1 ASPECTOS HISTÓRICOS DA FLEXIBILIZAÇÃO
Exsurge, do esposado, que o Direito do Trabalho possui uma dinâmica ímpar porquanto deve responder às problemáticas sociais e às demandas de produção.
Nesse ponto se insere o princípio da Flexibilização das relações trabalhistas, procurando ajustar o Direito ao momento histórico ao qual ele está inserido, “autorizando soluções (exceções) alternativas, que possibilitem o estabelecimento de condições de trabalho supostamente mais bem adaptadas aos interesses de empregados e empregadores” (ALCÂNTARA, 2003, p. 69).
Como ensina Barros (2010, p. 84), o húmus sociológico do Direito do Trabalho é a questão social obreira, ao passo que, tem-se como pressuposto antropológico a condição do proletariado e, por fim, como pressuposto político-econômico o capitalismo em crise. Assim, em suma, tem-se que a seara justrabalhista, desenvolvida em meados da Era Industrial, pretendia proteger a massa de proletariados da atuação do capitalismo liberal desenfreado, conforme leciona Cassar (2011, p. 29):
O Direito do Trabalho reflete todo o pioneirismo do papel ativo do Estado priorizando o bem-estar social dos trabalhadores, intervindo nas relações privadas para pacificação das lutas de classes, tornando um direito, até então privado e individualista, em um direito voltado para o bem-estar social mínimo garantido aos trabalhadores, já que impõe regras básicas para o contrato de trabalho (...)
Destarte, é possível observar que as normas de Direito do Trabalho possuem cunho protetivo, apresentando princípios e regras que visavam harmonizar a relação de emprego, de modo a igualar, judicialmente, as partes que a compõem, como também, de garantir diversos direitos à parte subordinada judicialmente. Em conformidade, declara Plá Rodriguez (2002, p. 83):
Enquanto no direito comum uma constate preocupação parece assegurar a igualdade jurídica entre os contratantes, no Direito do Trabalho a preocupação central parece ser a de proteger uma das partes com o objetivo de, mediante essa proteção, alcançar-se uma igualdade substancial e verdadeira entre as partes.

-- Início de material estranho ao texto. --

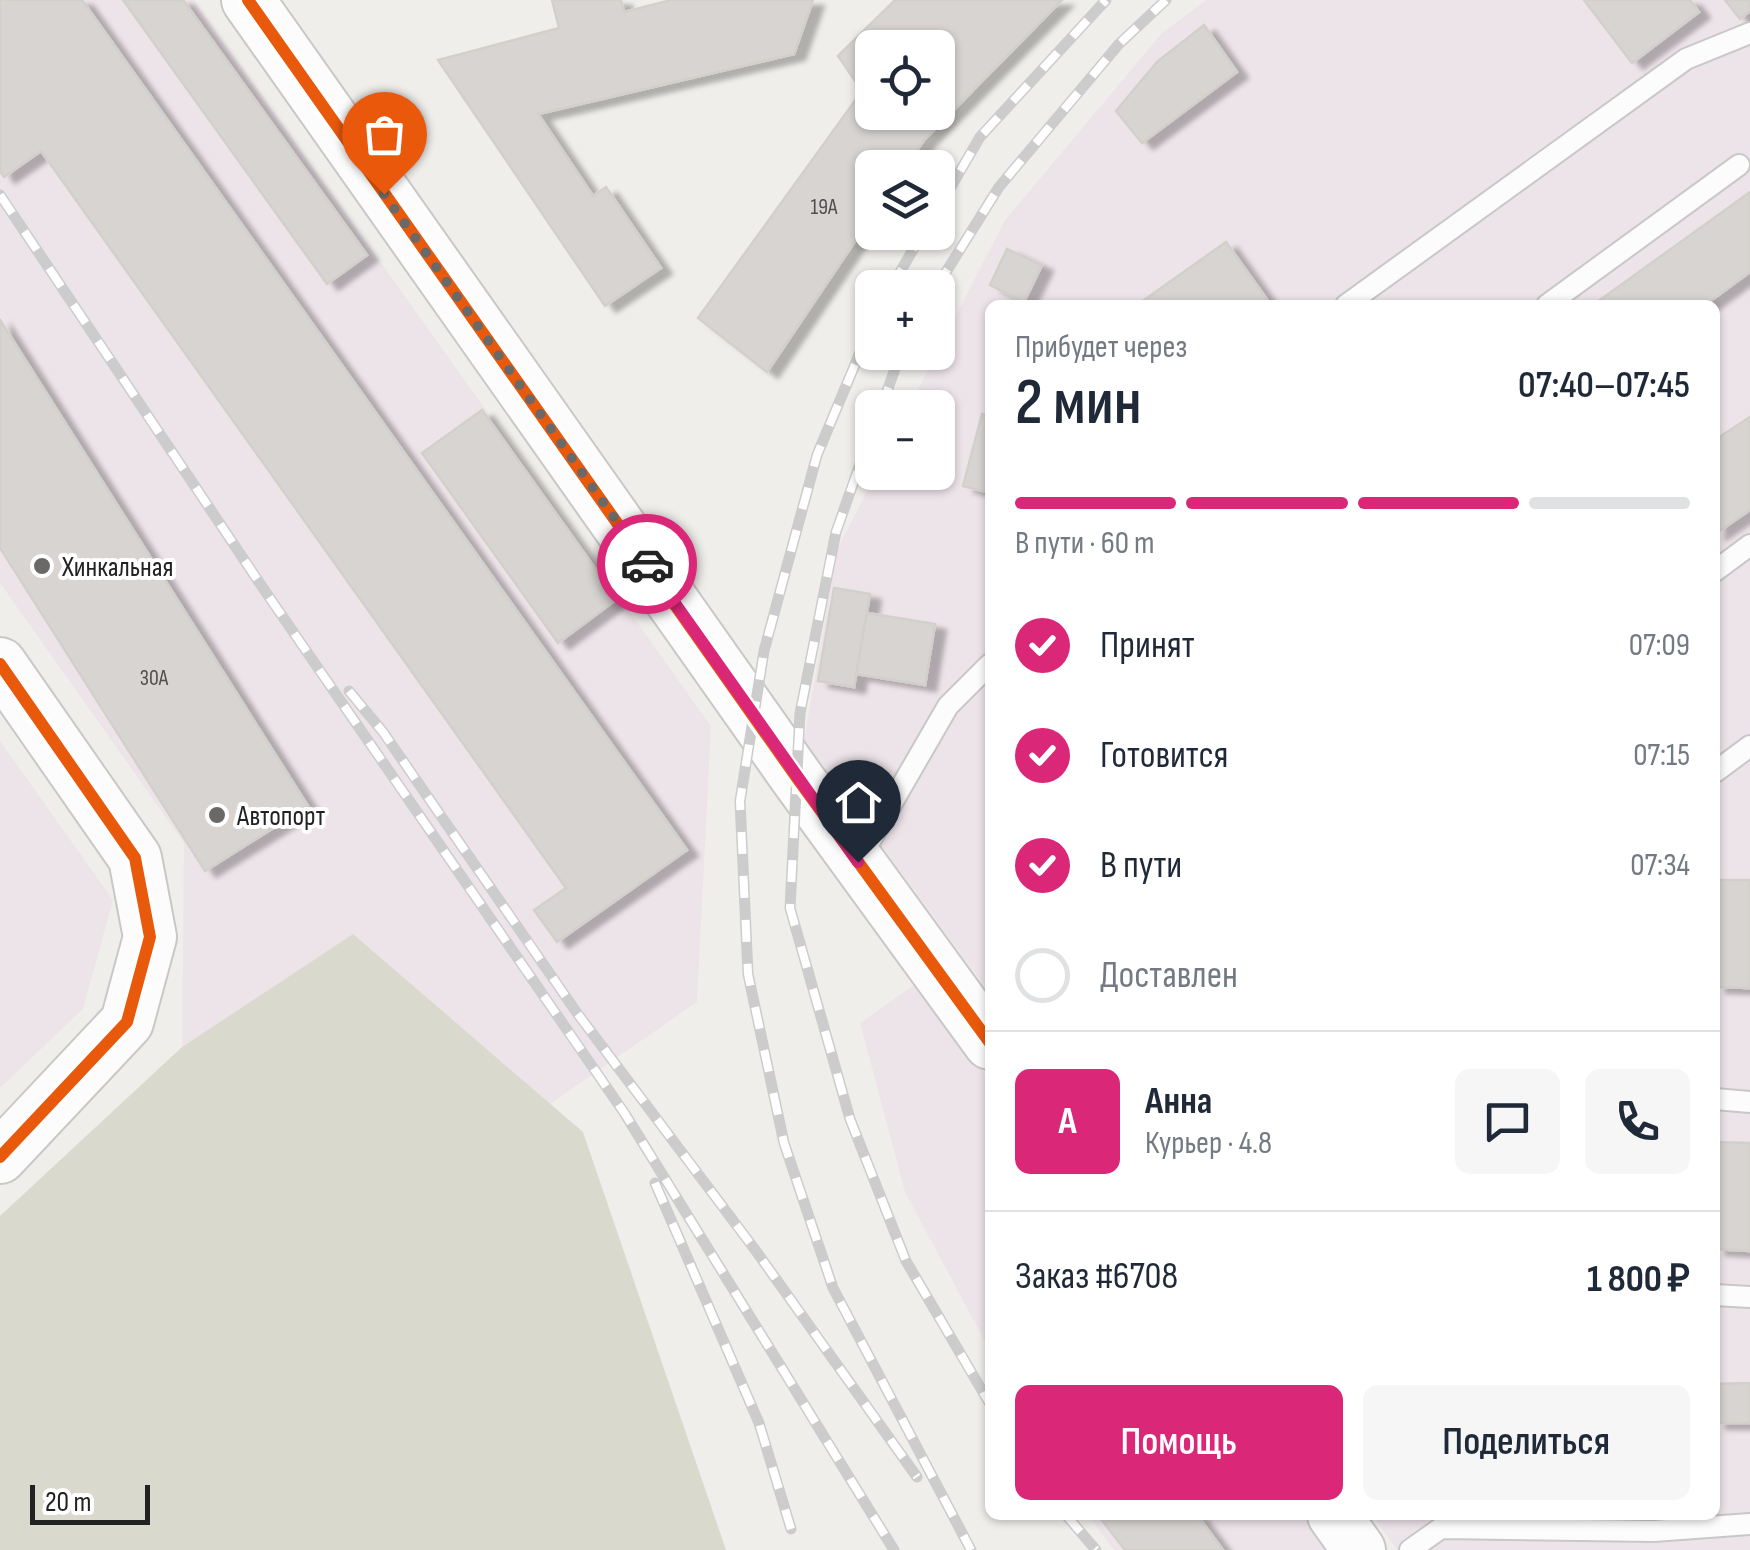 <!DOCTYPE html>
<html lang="ru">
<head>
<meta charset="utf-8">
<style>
	:root { --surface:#fff; --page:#f6f6f7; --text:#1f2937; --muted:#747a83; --line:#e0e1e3; --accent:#db2777 }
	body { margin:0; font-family:"Sofia Sans Condensed",sans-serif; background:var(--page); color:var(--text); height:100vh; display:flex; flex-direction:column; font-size:38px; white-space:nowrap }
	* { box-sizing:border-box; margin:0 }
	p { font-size:32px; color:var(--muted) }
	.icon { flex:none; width:55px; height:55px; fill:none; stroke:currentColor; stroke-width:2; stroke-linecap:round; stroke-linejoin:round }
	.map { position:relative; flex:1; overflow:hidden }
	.sheet { position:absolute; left:985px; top:300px; width:735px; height:1220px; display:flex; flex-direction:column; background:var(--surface); border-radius:15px; box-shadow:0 2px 8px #0004 }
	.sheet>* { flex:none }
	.controls { position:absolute; left:855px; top:30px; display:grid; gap:20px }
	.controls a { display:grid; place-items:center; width:100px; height:100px; border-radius:15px; background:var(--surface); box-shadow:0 2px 8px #0004; font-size:50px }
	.scale { position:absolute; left:30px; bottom:25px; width:120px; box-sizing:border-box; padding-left:10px; border:5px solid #222; border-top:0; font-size:28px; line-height:35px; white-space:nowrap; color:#222; -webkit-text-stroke:8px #fff; paint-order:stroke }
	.pin { position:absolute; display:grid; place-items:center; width:85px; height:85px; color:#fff; margin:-102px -42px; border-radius:50% 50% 50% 0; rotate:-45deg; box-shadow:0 0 10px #0007 }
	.pin .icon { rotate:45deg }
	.courier { position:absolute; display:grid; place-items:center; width:100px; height:100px; margin:-50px; border:8px solid #db2777; border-radius:50%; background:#fff; color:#222; box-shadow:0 2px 12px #0007 }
	.summary em { font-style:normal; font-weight:600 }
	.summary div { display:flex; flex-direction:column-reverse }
	.summary { display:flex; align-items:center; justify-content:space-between; height:170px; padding:0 30px }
	h1 { font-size:65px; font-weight:600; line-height:75px }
	.bar { display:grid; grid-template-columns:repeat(4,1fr); gap:15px 10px; align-content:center; height:120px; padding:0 30px }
	.bar i { height:12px; border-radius:8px; background:var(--line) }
	.bar .on { background:var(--accent) }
	.bar p { grid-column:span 4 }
	.line { display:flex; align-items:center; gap:25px; padding:0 30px; border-top:2px solid var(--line) }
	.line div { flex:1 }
	.round { display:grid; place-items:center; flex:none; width:105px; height:105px; border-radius:15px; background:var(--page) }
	ol { padding:0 30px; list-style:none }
	li { display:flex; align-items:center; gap:30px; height:110px }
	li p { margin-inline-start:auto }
	li .icon { padding:10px; border-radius:50%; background:var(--accent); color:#fff; stroke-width:4 }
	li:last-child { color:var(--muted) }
	li i { width:55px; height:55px; border:5px solid var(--line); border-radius:50% }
	.button { display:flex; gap:20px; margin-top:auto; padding:20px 30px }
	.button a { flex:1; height:115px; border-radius:15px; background:var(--accent); color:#fff; font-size:40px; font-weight:600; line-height:115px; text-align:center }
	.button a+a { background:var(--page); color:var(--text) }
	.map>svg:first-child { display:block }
	.industrial { fill:#ede4e9 }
	.construction { fill:#d9d9cd }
	.building { fill:#d7d4d2; stroke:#d3d0cc; stroke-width:2.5; fill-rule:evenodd; filter:url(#shadow) }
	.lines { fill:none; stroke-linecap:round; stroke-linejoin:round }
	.service-casing { stroke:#c9c8c7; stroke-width:24 }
	.tertiary-casing { stroke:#c9c8c7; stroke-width:56 }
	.service { stroke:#fdfcfc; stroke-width:20 }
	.tertiary { stroke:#fdfcfc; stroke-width:52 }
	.rail-casing { stroke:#ccc; stroke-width:11 }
	.rail { stroke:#fff; stroke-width:8; stroke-dasharray:22; stroke-linecap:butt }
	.cycleway-casing { stroke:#fff; stroke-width:19 }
	.cycleway { stroke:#e8590c; stroke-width:12 }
	.done { stroke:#6a6968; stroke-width:10; stroke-dasharray:0 18 }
	.route { stroke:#db2777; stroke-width:12 }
	.poi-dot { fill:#6a6968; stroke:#fff; stroke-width:4 }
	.labels { text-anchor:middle; stroke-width:8; stroke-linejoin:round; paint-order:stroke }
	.number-label { font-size:22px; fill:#4f4e4e }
	.poi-label { font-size:28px; fill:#222; stroke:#fff; text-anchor:start }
</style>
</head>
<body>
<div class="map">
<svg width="1750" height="1550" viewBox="0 0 1750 1550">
	<defs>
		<filter id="shadow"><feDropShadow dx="11" dy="6" stdDeviation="2.5" flood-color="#0004"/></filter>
	</defs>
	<rect width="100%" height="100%" fill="#f0eeeb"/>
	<path class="industrial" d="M0,0H194L711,726L697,1002L550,1104L353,934L182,1047L184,843L0,583Z
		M1206,0H1750V1550H1397L1372,1515H1715V305H990V994L804,740L837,550L876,473L938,472V408L909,407L1005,220L1162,33Z
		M0,741L113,900L83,1009L0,1088Z
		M918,982L990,1082V1351L905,1192L860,1023Z
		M1088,1515H1302L1327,1550H1114Z"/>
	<path class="construction" d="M353,934L583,1132L726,1550H0V1216L182,1047Z"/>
	<path class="building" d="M0,0H82L687,850L557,942L534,910L566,888L41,151L4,177L0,171Z
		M123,0H183L367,255L327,284Z
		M552,0H621L624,12L671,0H813L794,54L538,114L593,196L606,187L661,268L605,306L438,60L559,28Z
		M1062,0L924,140L905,168H872V216L767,372L698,318L862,91L838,56L895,0ZM872,48H938V112H872Z
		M1584,0H1690L1699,12L1632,63Z
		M1725,0H1750V11L1740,19Z
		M1204,25L1237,72L1142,143L1116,111L1157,62Z
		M1750,192V272L1705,305H1593Z
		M1226,242L1271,305H1137Z
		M1007,249L1042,265L1024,302L990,285Z
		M0,320L308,806L205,871L0,548Z
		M482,410L617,599L558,643L422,453Z
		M982,414L990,416V493L963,486Z
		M1750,417V510L1715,534V440Z
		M834,588L870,594L854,687L818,681Z
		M867,613L935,624L925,685L856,674Z
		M1715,880H1750V988L1715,987Z
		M1715,1142L1750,1143V1251L1715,1249Z
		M1750,1383V1423H1715V1384Z
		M1098,1515H1197L1223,1550H1125Z"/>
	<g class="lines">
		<g class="service-casing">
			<path id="service" d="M1346,305L1686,59L1750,33
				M1547,305L1739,165
				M1715,571L1750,545
				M1715,772L1750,746
				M859,860L948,706L990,664
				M1715,1099L1750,1102
				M1715,1295L1750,1297
				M1410,1550L1441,1528L1654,1531L1750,1524"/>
		</g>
		<g class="tertiary-casing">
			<path id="tertiary" d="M248,0L797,778L990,1043
				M0,664L135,858L150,937L127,1022L0,1157
				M1334,1515L1359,1550"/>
		</g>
		<use href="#service" class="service"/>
		<use href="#tertiary" class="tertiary"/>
		<g class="rail-casing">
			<path id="rail" d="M0,195L265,591L625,1114L894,1550
				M938,209L980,137L1106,0
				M891,288L923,232
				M936,288L999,187L1119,44L1166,0
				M872,324L817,455L764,651L740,801L748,974L784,1143L833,1288L971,1550
				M881,408L901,352
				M872,430L836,532L800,713L790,908L850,1119L906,1261L990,1404
				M349,691L383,732L577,1013L756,1251L917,1477
				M655,1183L759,1423L791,1529
				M1066,1515L1096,1550"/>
		</g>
		<use href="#rail" class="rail"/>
		<g class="cycleway-casing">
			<path id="cycleway" d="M248,0L797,778L990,1043
				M0,664L135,858L150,937L127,1022L0,1157"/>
		</g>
		<use href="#cycleway" class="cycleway"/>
	</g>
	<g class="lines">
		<path class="done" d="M384,194L647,564"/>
		<path class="route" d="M647,564L858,862"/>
	</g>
	<g class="poi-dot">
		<circle cx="42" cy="566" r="10"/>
		<circle cx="217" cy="815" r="10"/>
	</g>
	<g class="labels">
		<g class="number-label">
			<text x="824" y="214">19А</text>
			<text x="154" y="685">30А</text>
		</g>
		<g class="poi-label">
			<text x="62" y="576">Хинкальная</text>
			<text x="237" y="825">Автопорт</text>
		</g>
	</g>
</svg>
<div class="controls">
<a><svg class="icon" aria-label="locate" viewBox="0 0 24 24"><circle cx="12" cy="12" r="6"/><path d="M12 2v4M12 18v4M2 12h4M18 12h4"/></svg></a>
<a><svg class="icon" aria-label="layers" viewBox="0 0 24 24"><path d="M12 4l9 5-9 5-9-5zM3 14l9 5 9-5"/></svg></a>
<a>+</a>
<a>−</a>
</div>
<div class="scale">20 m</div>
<div class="pin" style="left:384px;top:194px;background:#ea580c"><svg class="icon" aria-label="bag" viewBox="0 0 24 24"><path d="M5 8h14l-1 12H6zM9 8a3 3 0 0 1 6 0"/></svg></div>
<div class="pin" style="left:858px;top:862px;background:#1f2937"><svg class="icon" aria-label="home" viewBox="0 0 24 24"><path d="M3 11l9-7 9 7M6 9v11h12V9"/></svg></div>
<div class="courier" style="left:647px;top:564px"><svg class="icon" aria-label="car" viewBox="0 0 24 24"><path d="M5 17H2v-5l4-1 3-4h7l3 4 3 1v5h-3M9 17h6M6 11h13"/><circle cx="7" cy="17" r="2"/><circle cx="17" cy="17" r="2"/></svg></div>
<section class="sheet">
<div class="summary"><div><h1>2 мин</h1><p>Прибудет через</p></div><em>07:40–07:45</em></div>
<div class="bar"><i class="on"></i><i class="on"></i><i class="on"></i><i></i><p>В пути · 60 m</p></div>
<ol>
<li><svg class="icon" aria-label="check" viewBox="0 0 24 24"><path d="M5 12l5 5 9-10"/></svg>Принят<p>07:09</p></li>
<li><svg class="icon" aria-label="check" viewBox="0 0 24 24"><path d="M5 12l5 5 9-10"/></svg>Готовится<p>07:15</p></li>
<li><svg class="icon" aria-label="check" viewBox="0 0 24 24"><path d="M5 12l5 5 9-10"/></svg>В пути<p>07:34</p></li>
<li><i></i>Доставлен</li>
</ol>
<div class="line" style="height:180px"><b class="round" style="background:var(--accent);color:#fff">А</b><div><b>Анна</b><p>Курьер · 4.8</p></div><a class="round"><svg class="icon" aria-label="chat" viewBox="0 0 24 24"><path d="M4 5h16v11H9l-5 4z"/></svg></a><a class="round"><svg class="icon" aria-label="phone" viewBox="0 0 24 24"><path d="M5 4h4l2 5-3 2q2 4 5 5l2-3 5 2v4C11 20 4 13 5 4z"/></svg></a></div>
<div class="line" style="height:130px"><div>Заказ #6708</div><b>1 800 ₽</b></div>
<div class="button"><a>Помощь</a><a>Поделиться</a></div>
</section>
</div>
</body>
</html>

Portanto, queda patente que o Direito do Trabalho sofre grande influência das demandas econômicas, sociais, assim como, políticas, devendo responder, à tempo, os conflitos apresentados. Dessa forma, é possível afirmar que:
(...) a gênese do Direito do Trabalho, por várias razões e principalmente pelo seu conteúdo normativo, possui, sem dúvida, um sentido político-econômico refletindo de forma clara não só nas leis que dispõem sobre matéria salarial, mas também naquelas disciplinadoras das licenças, dos descansos e das férias, além de outras, pois, nesses períodos, a empresa necessitará de mais empregados para manter os níveis de produção. Lembre-se, entretanto, que, não obstante essa vinculação estreita com a economia, o Direito do Trabalho é motivado, essencialmente, por objetivos de ordem político-social, que visam a corrigir as diferenças, elevando o nível social da classe trabalhadora, como imposição de solidariedade, que nos torna responsáveis pela carência dos demais (BARROS, 2010, p. 88).
Nesse diapasão, faz-se necessário atentar ao fenômeno da Flexibilização, o qual possui os mesmos pressupostos causais que ensejaram a criação do ordenamento trabalhista: questões econômicas e sociais que refletem diretamente na relação empregatícia. Nesse sentido, afirma Alcântara (2003, p. 97):
A flexibilização da legislação trabalhista brasileira é proposta que tem sido apresentada como forma de solucionar problemas de caráter econômico e social, decorrentes da imperativa competitividade, que se erigiu em fator de sobrevivência das empresas, bem como resolver as questões do crescente desemprego e da expansão do mercado de trabalho informal e irregular.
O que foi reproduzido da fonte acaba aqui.